◆ WHAT THE TASK REQUIRES ◆
Word for word, reproduce all entries below, leaving every picture out.

◆ DATASET ◆
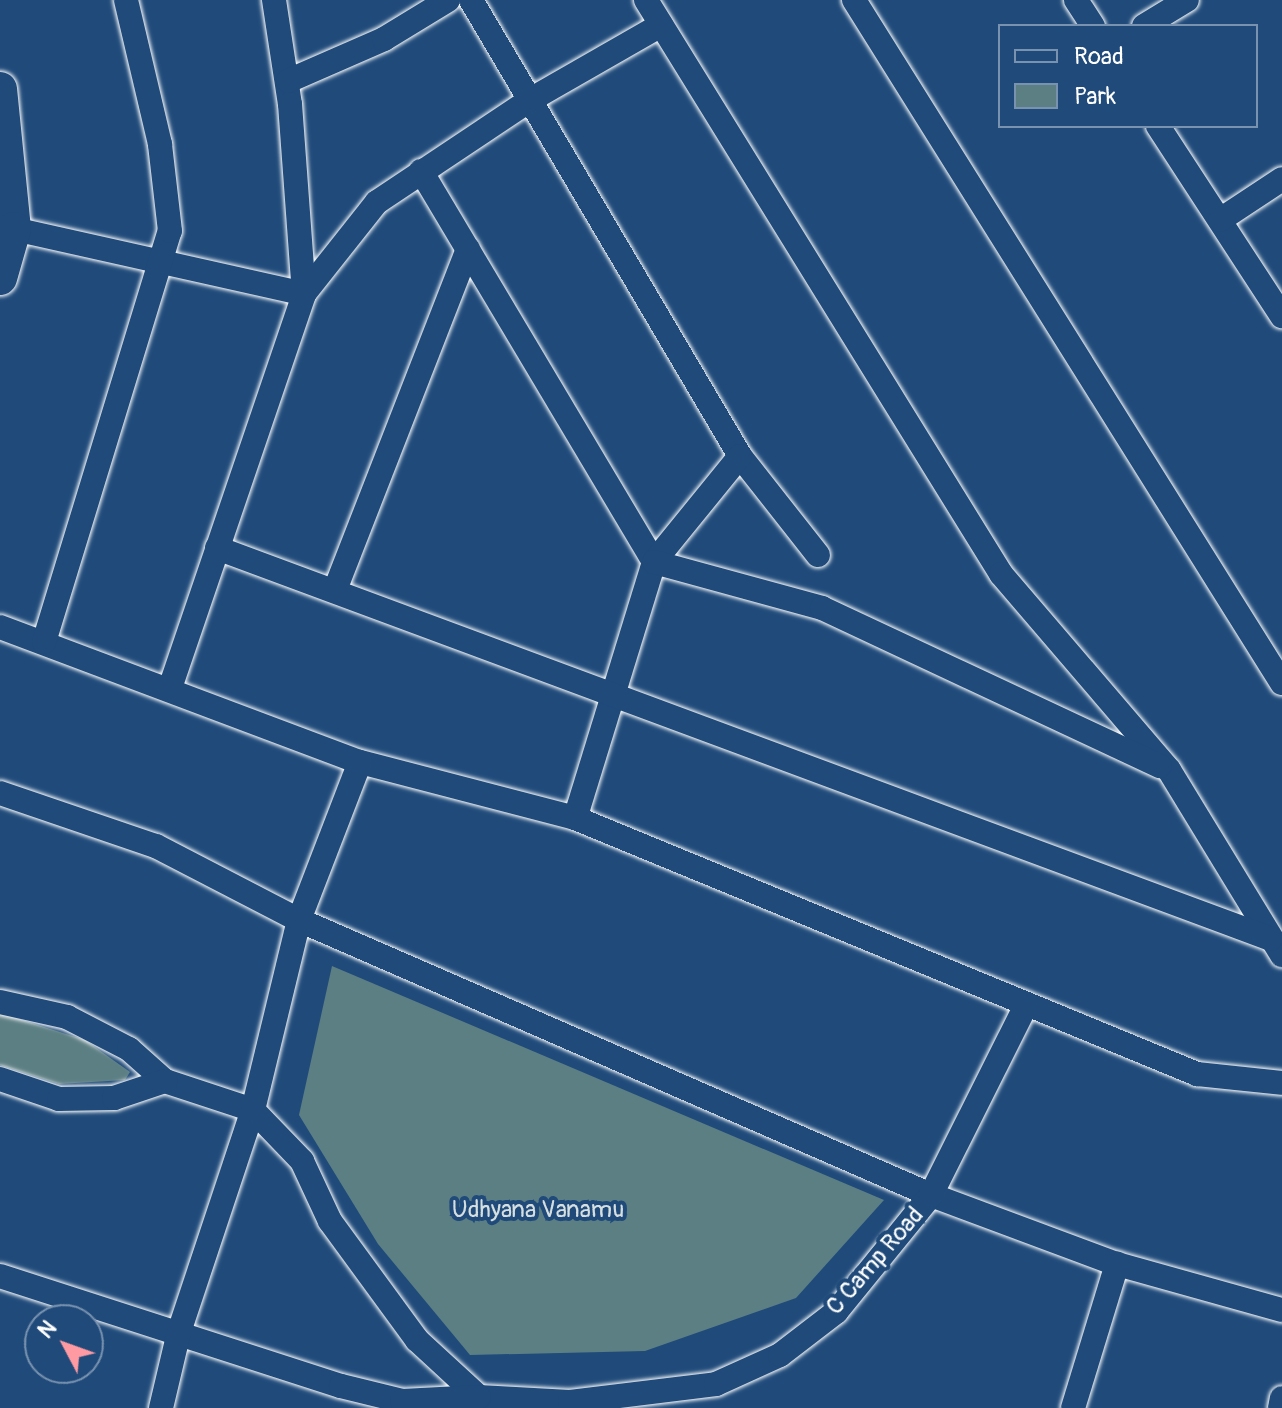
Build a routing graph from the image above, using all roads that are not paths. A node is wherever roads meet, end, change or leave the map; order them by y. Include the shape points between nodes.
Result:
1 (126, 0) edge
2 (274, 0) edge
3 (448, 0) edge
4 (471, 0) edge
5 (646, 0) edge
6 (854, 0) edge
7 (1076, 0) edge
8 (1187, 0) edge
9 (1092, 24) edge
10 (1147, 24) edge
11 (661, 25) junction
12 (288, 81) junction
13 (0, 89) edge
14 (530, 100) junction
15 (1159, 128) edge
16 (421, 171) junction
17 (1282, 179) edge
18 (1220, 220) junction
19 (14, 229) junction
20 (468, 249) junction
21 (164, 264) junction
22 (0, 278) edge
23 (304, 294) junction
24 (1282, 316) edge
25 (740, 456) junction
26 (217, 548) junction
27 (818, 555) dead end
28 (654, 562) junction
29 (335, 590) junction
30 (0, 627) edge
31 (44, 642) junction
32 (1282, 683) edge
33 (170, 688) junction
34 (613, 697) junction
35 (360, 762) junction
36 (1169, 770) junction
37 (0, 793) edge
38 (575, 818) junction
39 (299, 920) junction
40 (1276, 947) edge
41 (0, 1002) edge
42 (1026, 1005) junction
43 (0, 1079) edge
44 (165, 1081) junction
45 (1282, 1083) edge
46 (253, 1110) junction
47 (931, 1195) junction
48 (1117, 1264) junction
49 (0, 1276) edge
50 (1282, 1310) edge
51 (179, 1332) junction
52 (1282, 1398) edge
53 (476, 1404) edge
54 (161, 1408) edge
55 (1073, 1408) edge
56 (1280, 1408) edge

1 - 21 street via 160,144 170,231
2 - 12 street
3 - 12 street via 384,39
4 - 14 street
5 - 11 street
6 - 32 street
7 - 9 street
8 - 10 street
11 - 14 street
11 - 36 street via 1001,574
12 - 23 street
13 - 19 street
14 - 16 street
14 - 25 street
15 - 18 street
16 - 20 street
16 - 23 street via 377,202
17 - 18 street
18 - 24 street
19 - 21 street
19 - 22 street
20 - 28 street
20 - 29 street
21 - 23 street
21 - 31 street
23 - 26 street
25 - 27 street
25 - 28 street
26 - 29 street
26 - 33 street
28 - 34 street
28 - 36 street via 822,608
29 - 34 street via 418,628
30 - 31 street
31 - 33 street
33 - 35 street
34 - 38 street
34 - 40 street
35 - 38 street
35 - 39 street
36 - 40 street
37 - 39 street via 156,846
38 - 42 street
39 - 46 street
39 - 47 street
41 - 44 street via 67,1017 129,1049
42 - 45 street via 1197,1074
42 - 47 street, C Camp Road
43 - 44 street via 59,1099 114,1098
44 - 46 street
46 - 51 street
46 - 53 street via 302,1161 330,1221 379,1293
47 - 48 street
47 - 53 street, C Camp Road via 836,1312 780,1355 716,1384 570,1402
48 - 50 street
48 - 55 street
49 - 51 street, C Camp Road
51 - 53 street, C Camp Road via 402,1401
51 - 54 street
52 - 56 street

◆ YOUR SOLUTION ◆
Build a routing graph from the image above, using all roads that are not paths. A node is wherever roads meet, end, change or leave the map; order them by y. Include the shape points between nodes.
Result:
1 (126, 0) edge
2 (274, 0) edge
3 (448, 0) edge
4 (471, 0) edge
5 (646, 0) edge
6 (854, 0) edge
7 (1076, 0) edge
8 (1187, 0) edge
9 (1092, 24) edge
10 (1147, 24) edge
11 (661, 25) junction
12 (288, 81) junction
13 (0, 89) edge
14 (530, 100) junction
15 (1159, 128) edge
16 (421, 171) junction
17 (1282, 179) edge
18 (1220, 220) junction
19 (14, 229) junction
20 (468, 249) junction
21 (164, 264) junction
22 (0, 278) edge
23 (304, 294) junction
24 (1282, 316) edge
25 (740, 456) junction
26 (217, 548) junction
27 (818, 555) dead end
28 (654, 562) junction
29 (335, 590) junction
30 (0, 627) edge
31 (44, 642) junction
32 (1282, 683) edge
33 (170, 688) junction
34 (613, 697) junction
35 (360, 762) junction
36 (1169, 770) junction
37 (0, 793) edge
38 (575, 818) junction
39 (299, 920) junction
40 (1276, 947) edge
41 (0, 1002) edge
42 (1026, 1005) junction
43 (0, 1079) edge
44 (165, 1081) junction
45 (1282, 1083) edge
46 (253, 1110) junction
47 (931, 1195) junction
48 (1117, 1264) junction
49 (0, 1276) edge
50 (1282, 1310) edge
51 (179, 1332) junction
52 (1282, 1398) edge
53 (476, 1404) edge
54 (161, 1408) edge
55 (1073, 1408) edge
56 (1280, 1408) edge

1 - 21 street via 160,144 170,231
2 - 12 street
3 - 12 street via 384,39
4 - 14 street
5 - 11 street
6 - 32 street
7 - 9 street
8 - 10 street
11 - 14 street
11 - 36 street via 1001,574
12 - 23 street
13 - 19 street
14 - 16 street
14 - 25 street
15 - 18 street
16 - 20 street
16 - 23 street via 377,202
17 - 18 street
18 - 24 street
19 - 21 street
19 - 22 street
20 - 28 street
20 - 29 street
21 - 23 street
21 - 31 street
23 - 26 street
25 - 27 street
25 - 28 street
26 - 29 street
26 - 33 street
28 - 34 street
28 - 36 street via 822,608
29 - 34 street via 418,628
30 - 31 street
31 - 33 street
33 - 35 street
34 - 38 street
34 - 40 street
35 - 38 street
35 - 39 street
36 - 40 street
37 - 39 street via 156,846
38 - 42 street
39 - 46 street
39 - 47 street
41 - 44 street via 67,1017 129,1049
42 - 45 street via 1197,1074
42 - 47 street, C Camp Road
43 - 44 street via 59,1099 114,1098
44 - 46 street
46 - 51 street
46 - 53 street via 302,1161 330,1221 379,1293
47 - 48 street
47 - 53 street, C Camp Road via 836,1312 780,1355 716,1384 570,1402
48 - 50 street
48 - 55 street
49 - 51 street, C Camp Road
51 - 53 street, C Camp Road via 402,1401
51 - 54 street
52 - 56 street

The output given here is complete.